Let’s take a moment to review. Both Jesus and Peter, along with the remaining disciples, were about to endure incredible hardship. Jesus, being the Son of God, foreknew what was about to take place, while Peter didn’t (though he’d been warned). Both went to the Garden on the night before the crucifixion, and both were to spend extended time in prayer to prepare for what was coming. Jesus did exactly that, but Peter chose to reject the calling of Christ to Preparatory Prayer. When the moment of testing came Jesus was able to overcome the challenges and be victorious, while Peter stumbled and fell.
Have you ever sensed the LORD stirring you to pray? Perhaps you have become restless or uneasy, and felt the Holy Spirit nudging you to call out to God. All too often in these moments I try to shake off the feeling, or to fill it with something else that will calm me down. Yet, perhaps God is trying to help us get prepared for something unknown that is about to happen. In these times, we need to listen to Him and practice Preparatory Prayer.

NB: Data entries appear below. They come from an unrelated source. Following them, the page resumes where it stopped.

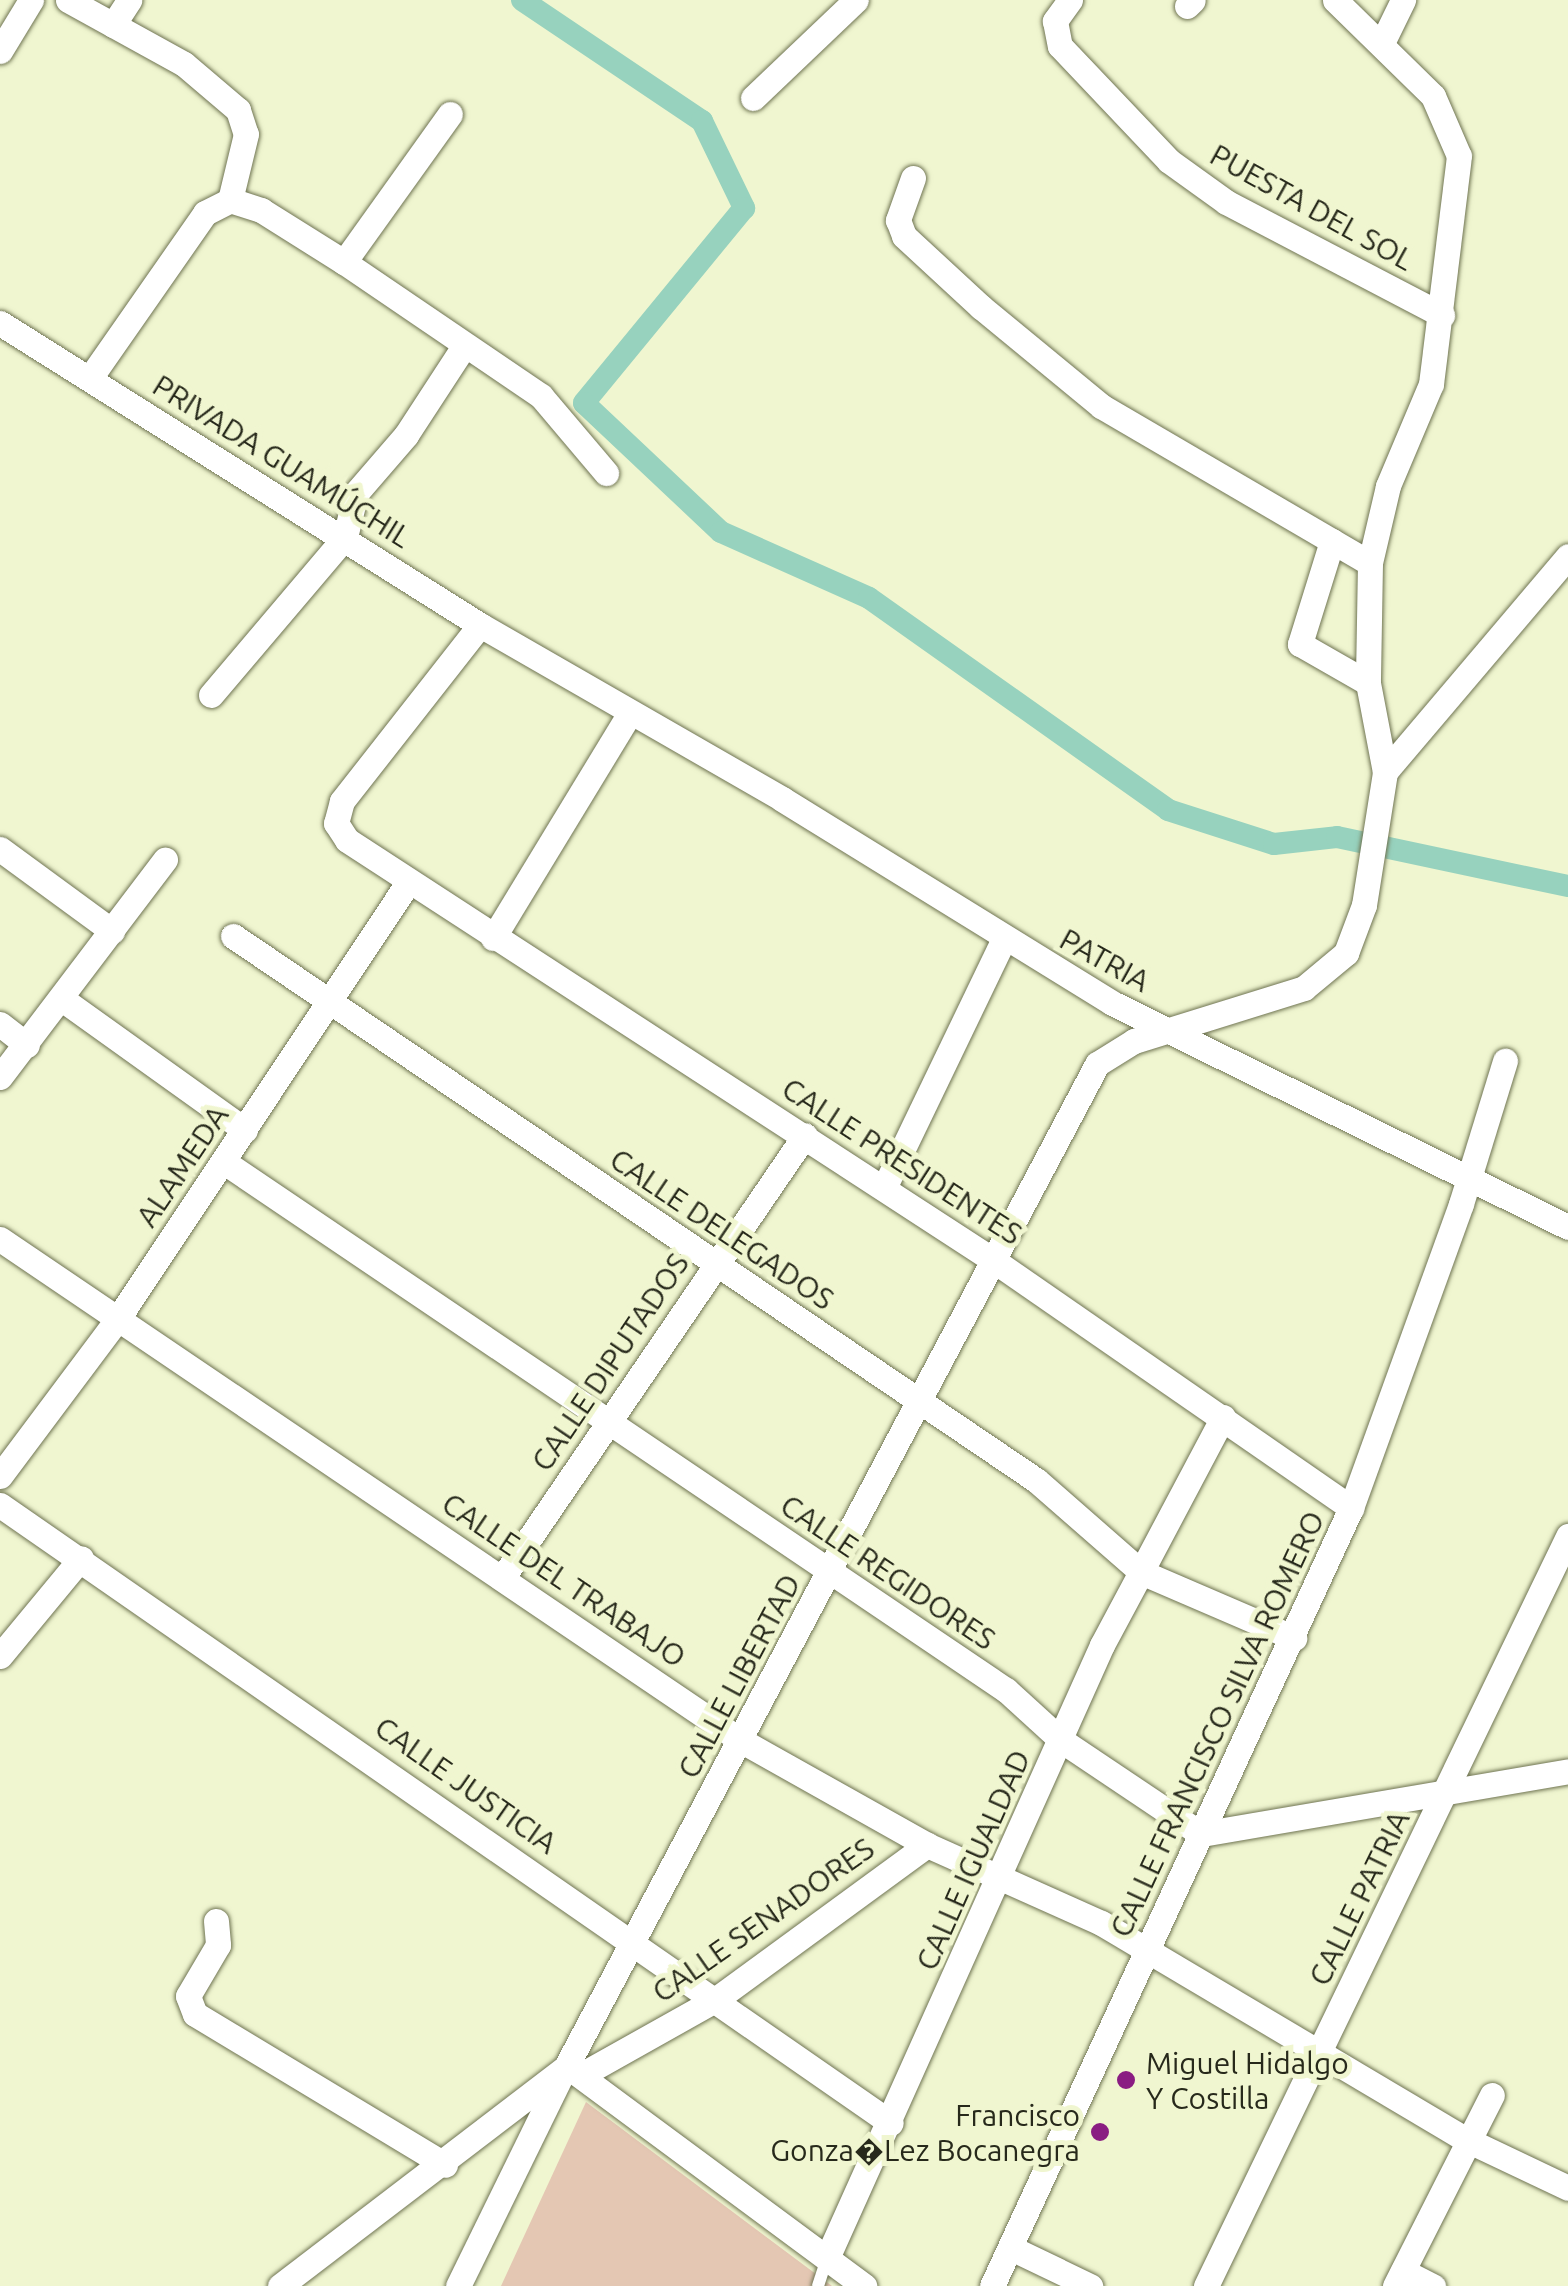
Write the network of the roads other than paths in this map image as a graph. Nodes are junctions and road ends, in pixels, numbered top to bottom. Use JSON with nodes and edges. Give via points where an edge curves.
{"nodes":[{"id":1,"x":31,"y":0,"type":"edge"},
{"id":2,"x":68,"y":0,"type":"edge"},
{"id":3,"x":129,"y":0,"type":"edge"},
{"id":4,"x":856,"y":0,"type":"edge"},
{"id":5,"x":1335,"y":0,"type":"edge"},
{"id":6,"x":1402,"y":0,"type":"edge"},
{"id":7,"x":1061,"y":3,"type":"edge"},
{"id":8,"x":113,"y":24,"type":"junction"},
{"id":9,"x":1383,"y":41,"type":"junction"},
{"id":10,"x":0,"y":51,"type":"edge"},
{"id":11,"x":753,"y":98,"type":"dead end"},
{"id":12,"x":450,"y":114,"type":"dead end"},
{"id":13,"x":913,"y":178,"type":"dead end"},
{"id":14,"x":230,"y":200,"type":"junction"},
{"id":15,"x":344,"y":262,"type":"junction"},
{"id":16,"x":1442,"y":315,"type":"junction"},
{"id":17,"x":0,"y":324,"type":"edge"},
{"id":18,"x":464,"y":346,"type":"junction"},
{"id":19,"x":90,"y":378,"type":"junction"},
{"id":20,"x":606,"y":473,"type":"dead end"},
{"id":21,"x":345,"y":536,"type":"junction"},
{"id":22,"x":1332,"y":541,"type":"junction"},
{"id":23,"x":1568,"y":556,"type":"edge"},
{"id":24,"x":1370,"y":563,"type":"junction"},
{"id":25,"x":480,"y":625,"type":"junction"},
{"id":26,"x":1368,"y":684,"type":"junction"},
{"id":27,"x":211,"y":695,"type":"dead end"},
{"id":28,"x":628,"y":716,"type":"junction"},
{"id":29,"x":1385,"y":772,"type":"junction"},
{"id":30,"x":0,"y":849,"type":"edge"},
{"id":31,"x":165,"y":860,"type":"dead end"},
{"id":32,"x":407,"y":884,"type":"junction"},
{"id":33,"x":112,"y":931,"type":"junction"},
{"id":34,"x":233,"y":936,"type":"dead end"},
{"id":35,"x":493,"y":938,"type":"junction"},
{"id":36,"x":1004,"y":939,"type":"junction"},
{"id":37,"x":62,"y":999,"type":"junction"},
{"id":38,"x":330,"y":1006,"type":"junction"},
{"id":39,"x":0,"y":1024,"type":"edge"},
{"id":40,"x":1168,"y":1031,"type":"junction"},
{"id":41,"x":27,"y":1046,"type":"junction"},
{"id":42,"x":1505,"y":1061,"type":"dead end"},
{"id":43,"x":0,"y":1078,"type":"edge"},
{"id":44,"x":245,"y":1130,"type":"junction"},
{"id":45,"x":805,"y":1134,"type":"junction"},
{"id":46,"x":224,"y":1162,"type":"junction"},
{"id":47,"x":1470,"y":1176,"type":"junction"},
{"id":48,"x":884,"y":1188,"type":"junction"},
{"id":49,"x":1568,"y":1227,"type":"edge"},
{"id":50,"x":0,"y":1240,"type":"edge"},
{"id":51,"x":994,"y":1260,"type":"junction"},
{"id":52,"x":717,"y":1262,"type":"junction"},
{"id":53,"x":118,"y":1317,"type":"junction"},
{"id":54,"x":920,"y":1405,"type":"junction"},
{"id":55,"x":1223,"y":1417,"type":"junction"},
{"id":56,"x":608,"y":1420,"type":"junction"},
{"id":57,"x":0,"y":1476,"type":"edge"},
{"id":58,"x":0,"y":1506,"type":"edge"},
{"id":59,"x":1352,"y":1508,"type":"junction"},
{"id":60,"x":1568,"y":1536,"type":"edge"},
{"id":61,"x":81,"y":1558,"type":"junction"},
{"id":62,"x":830,"y":1572,"type":"junction"},
{"id":63,"x":1141,"y":1572,"type":"junction"},
{"id":64,"x":503,"y":1577,"type":"junction"},
{"id":65,"x":1294,"y":1638,"type":"junction"},
{"id":66,"x":0,"y":1656,"type":"edge"},
{"id":67,"x":740,"y":1740,"type":"junction"},
{"id":68,"x":1061,"y":1740,"type":"junction"},
{"id":69,"x":1568,"y":1771,"type":"edge"},
{"id":70,"x":1448,"y":1790,"type":"junction"},
{"id":71,"x":1201,"y":1834,"type":"junction"},
{"id":72,"x":927,"y":1845,"type":"junction"},
{"id":73,"x":1002,"y":1876,"type":"junction"},
{"id":74,"x":216,"y":1921,"type":"dead end"},
{"id":75,"x":636,"y":1943,"type":"junction"},
{"id":76,"x":1149,"y":1950,"type":"junction"},
{"id":77,"x":715,"y":2000,"type":"junction"},
{"id":78,"x":1319,"y":2054,"type":"junction"},
{"id":79,"x":574,"y":2071,"type":"junction"},
{"id":80,"x":1492,"y":2095,"type":"dead end"},
{"id":81,"x":891,"y":2123,"type":"junction"},
{"id":82,"x":1465,"y":2139,"type":"junction"},
{"id":83,"x":446,"y":2165,"type":"junction"},
{"id":84,"x":1568,"y":2188,"type":"edge"},
{"id":85,"x":1011,"y":2248,"type":"junction"},
{"id":86,"x":826,"y":2258,"type":"junction"},
{"id":87,"x":1399,"y":2279,"type":"edge"},
{"id":88,"x":280,"y":2286,"type":"edge"},
{"id":89,"x":458,"y":2286,"type":"edge"},
{"id":90,"x":818,"y":2286,"type":"edge"},
{"id":91,"x":864,"y":2286,"type":"edge"},
{"id":92,"x":992,"y":2286,"type":"edge"},
{"id":93,"x":1090,"y":2286,"type":"edge"},
{"id":94,"x":1206,"y":2286,"type":"edge"},
{"id":95,"x":1433,"y":2286,"type":"edge"}],
"edges":[{"from":1,"to":10,"type":"street"},
{"from":2,"to":8,"type":"street"},
{"from":3,"to":8,"type":"street"},
{"from":4,"to":11,"type":"street"},
{"from":5,"to":9,"type":"street"},
{"from":6,"to":9,"type":"street"},
{"from":7,"to":16,"type":"street","name":"PUESTA DEL SOL","via":[[1055,32],[1072,64],[1168,161],[1226,202]]},
{"from":8,"to":14,"type":"street","via":[[184,64],[238,110],[246,134]]},
{"from":9,"to":16,"type":"street","via":[[1434,96],[1456,136]]},
{"from":12,"to":15,"type":"street"},
{"from":13,"to":22,"type":"street","via":[[898,220],[904,236],[981,308],[1101,406]]},
{"from":14,"to":15,"type":"street","via":[[261,210]]},
{"from":14,"to":19,"type":"street","via":[[205,213]]},
{"from":15,"to":18,"type":"street"},
{"from":16,"to":24,"type":"street","via":[[1430,384],[1388,486]]},
{"from":17,"to":19,"type":"street","name":"PRIVADA GUAMÚCHIL"},
{"from":18,"to":20,"type":"street","via":[[541,396]]},
{"from":18,"to":21,"type":"street","via":[[406,435],[356,493]]},
{"from":19,"to":21,"type":"street","name":"PRIVADA GUAMÚCHIL"},
{"from":21,"to":25,"type":"street","name":"PRIVADA GUAMÚCHIL"},
{"from":21,"to":27,"type":"street"},
{"from":22,"to":24,"type":"street"},
{"from":22,"to":26,"type":"street","via":[[1300,644]]},
{"from":23,"to":29,"type":"street"},
{"from":24,"to":26,"type":"street"},
{"from":25,"to":28,"type":"street","name":"PRIVADA GUAMÚCHIL"},
{"from":25,"to":32,"type":"street","name":"CALLE PRESIDENTES","via":[[337,812],[348,840]]},
{"from":26,"to":29,"type":"street"},
{"from":28,"to":35,"type":"street"},
{"from":28,"to":36,"type":"street","name":"PATRIA","via":[[782,799]]},
{"from":29,"to":40,"type":"street","name":"CALLE LIBERTAD","via":[[1366,889],[1346,953],[1304,988]]},
{"from":30,"to":33,"type":"street"},
{"from":31,"to":33,"type":"street"},
{"from":32,"to":35,"type":"street","name":"CALLE PRESIDENTES"},
{"from":32,"to":38,"type":"street","name":"ALAMEDA"},
{"from":33,"to":37,"type":"street"},
{"from":34,"to":38,"type":"street","name":"CALLE DELEGADOS"},
{"from":35,"to":45,"type":"street","name":"CALLE PRESIDENTES"},
{"from":36,"to":40,"type":"street","name":"PATRIA"},
{"from":36,"to":48,"type":"street"},
{"from":37,"to":41,"type":"street"},
{"from":37,"to":44,"type":"street"},
{"from":38,"to":44,"type":"street","name":"ALAMEDA"},
{"from":38,"to":52,"type":"street","name":"CALLE DELEGADOS"},
{"from":39,"to":41,"type":"street"},
{"from":40,"to":47,"type":"street","name":"PATRIA"},
{"from":40,"to":51,"type":"street","name":"CALLE LIBERTAD","via":[[1115,1049],[1097,1064]]},
{"from":41,"to":43,"type":"street"},
{"from":42,"to":47,"type":"street","name":"CALLE FRANCISCO SILVA ROMERO"},
{"from":44,"to":46,"type":"street","name":"ALAMEDA"},
{"from":45,"to":48,"type":"street","name":"CALLE PRESIDENTES"},
{"from":45,"to":52,"type":"street","name":"CALLE DIPUTADOS"},
{"from":46,"to":53,"type":"street","name":"ALAMEDA"},
{"from":46,"to":56,"type":"street","name":"CALLE REGIDORES"},
{"from":47,"to":49,"type":"street","name":"PATRIA"},
{"from":47,"to":59,"type":"street","name":"CALLE FRANCISCO SILVA ROMERO"},
{"from":48,"to":51,"type":"street","name":"CALLE PRESIDENTES"},
{"from":50,"to":53,"type":"street","name":"CALLE DEL TRABAJO"},
{"from":51,"to":54,"type":"street","name":"CALLE LIBERTAD"},
{"from":51,"to":55,"type":"street","name":"CALLE PRESIDENTES"},
{"from":52,"to":54,"type":"street","name":"CALLE DELEGADOS"},
{"from":52,"to":56,"type":"street","name":"CALLE DIPUTADOS"},
{"from":53,"to":57,"type":"street","name":"ALAMEDA"},
{"from":53,"to":64,"type":"street","name":"CALLE DEL TRABAJO"},
{"from":54,"to":62,"type":"street","name":"CALLE LIBERTAD"},
{"from":54,"to":63,"type":"street","name":"CALLE DELEGADOS","via":[[1074,1510]]},
{"from":55,"to":59,"type":"street","name":"CALLE PRESIDENTES"},
{"from":55,"to":63,"type":"street","name":"CALLE IGUALDAD"},
{"from":56,"to":62,"type":"street","name":"CALLE REGIDORES"},
{"from":56,"to":64,"type":"street","name":"CALLE DIPUTADOS"},
{"from":58,"to":61,"type":"street","name":"CALLE JUSTICIA"},
{"from":59,"to":65,"type":"street","name":"CALLE FRANCISCO SILVA ROMERO"},
{"from":60,"to":70,"type":"street","name":"CALLE PATRIA"},
{"from":61,"to":66,"type":"street"},
{"from":61,"to":75,"type":"street","name":"CALLE JUSTICIA"},
{"from":62,"to":67,"type":"street","name":"CALLE LIBERTAD"},
{"from":62,"to":68,"type":"street","name":"CALLE REGIDORES","via":[[1006,1690]]},
{"from":63,"to":65,"type":"street"},
{"from":63,"to":68,"type":"street","name":"CALLE IGUALDAD"},
{"from":64,"to":67,"type":"street","name":"CALLE DEL TRABAJO"},
{"from":65,"to":71,"type":"street","name":"CALLE FRANCISCO SILVA ROMERO"},
{"from":67,"to":72,"type":"street","name":"CALLE DEL TRABAJO"},
{"from":67,"to":75,"type":"street","name":"CALLE LIBERTAD"},
{"from":68,"to":71,"type":"street","name":"CALLE REGIDORES"},
{"from":68,"to":73,"type":"street","name":"CALLE IGUALDAD"},
{"from":69,"to":70,"type":"street"},
{"from":70,"to":71,"type":"street"},
{"from":70,"to":78,"type":"street","name":"CALLE PATRIA"},
{"from":71,"to":76,"type":"street","name":"CALLE FRANCISCO SILVA ROMERO"},
{"from":72,"to":73,"type":"street","name":"CALLE DEL TRABAJO"},
{"from":72,"to":77,"type":"street","name":"CALLE SENADORES"},
{"from":73,"to":76,"type":"street","name":"CALLE DEL TRABAJO"},
{"from":73,"to":81,"type":"street","name":"CALLE IGUALDAD"},
{"from":74,"to":83,"type":"street","via":[[218,1946],[188,1996],[194,2014]]},
{"from":75,"to":77,"type":"street","name":"CALLE JUSTICIA"},
{"from":75,"to":79,"type":"street","name":"CALLE LIBERTAD"},
{"from":76,"to":78,"type":"street","name":"CALLE DEL TRABAJO"},
{"from":76,"to":85,"type":"street","name":"CALLE FRANCISCO SILVA ROMERO"},
{"from":77,"to":79,"type":"street","name":"CALLE SENADORES"},
{"from":77,"to":81,"type":"street","name":"CALLE JUSTICIA"},
{"from":78,"to":82,"type":"street","name":"CALLE DEL TRABAJO"},
{"from":78,"to":94,"type":"street","name":"CALLE PATRIA"},
{"from":79,"to":83,"type":"street","name":"CALLE LIBERTAD"},
{"from":79,"to":86,"type":"street"},
{"from":79,"to":89,"type":"street"},
{"from":80,"to":82,"type":"street"},
{"from":81,"to":86,"type":"street","name":"CALLE IGUALDAD"},
{"from":82,"to":84,"type":"street","name":"CALLE DEL TRABAJO"},
{"from":82,"to":87,"type":"street"},
{"from":83,"to":88,"type":"street","name":"CALLE LIBERTAD"},
{"from":85,"to":92,"type":"street","name":"CALLE FRANCISCO SILVA ROMERO"},
{"from":85,"to":93,"type":"street"},
{"from":86,"to":90,"type":"lane"},
{"from":86,"to":91,"type":"street"},
{"from":87,"to":95,"type":"street"}]}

Have you ever forgotten to charge your cell phone? I certainly have, on many occasions. So what happens? Invariably, in the exact moment when I need it most the phone doesn’t work because the battery is dead. Has this ever happened to you? Thus, because I failed to prepare adequately by charging my phone the night before, when I need to make the call I am unable to do so. Do you understand the analogy that I am trying to make here?
In the end, the battle is ultimately lost not so much in the heat of the moment, but rather in the season of preparation or the lack thereof that occurs beforehand. Peter’s true failure was neglecting to pray, which then led to his cowardly denials of the Christ. Because he chose not to spend time in Preparatory Prayer, he was ill-equipped to face the temptation successfully. Could it be that you and I often struggle and fall because we too neglect God’s calling to Preparatory Prayer?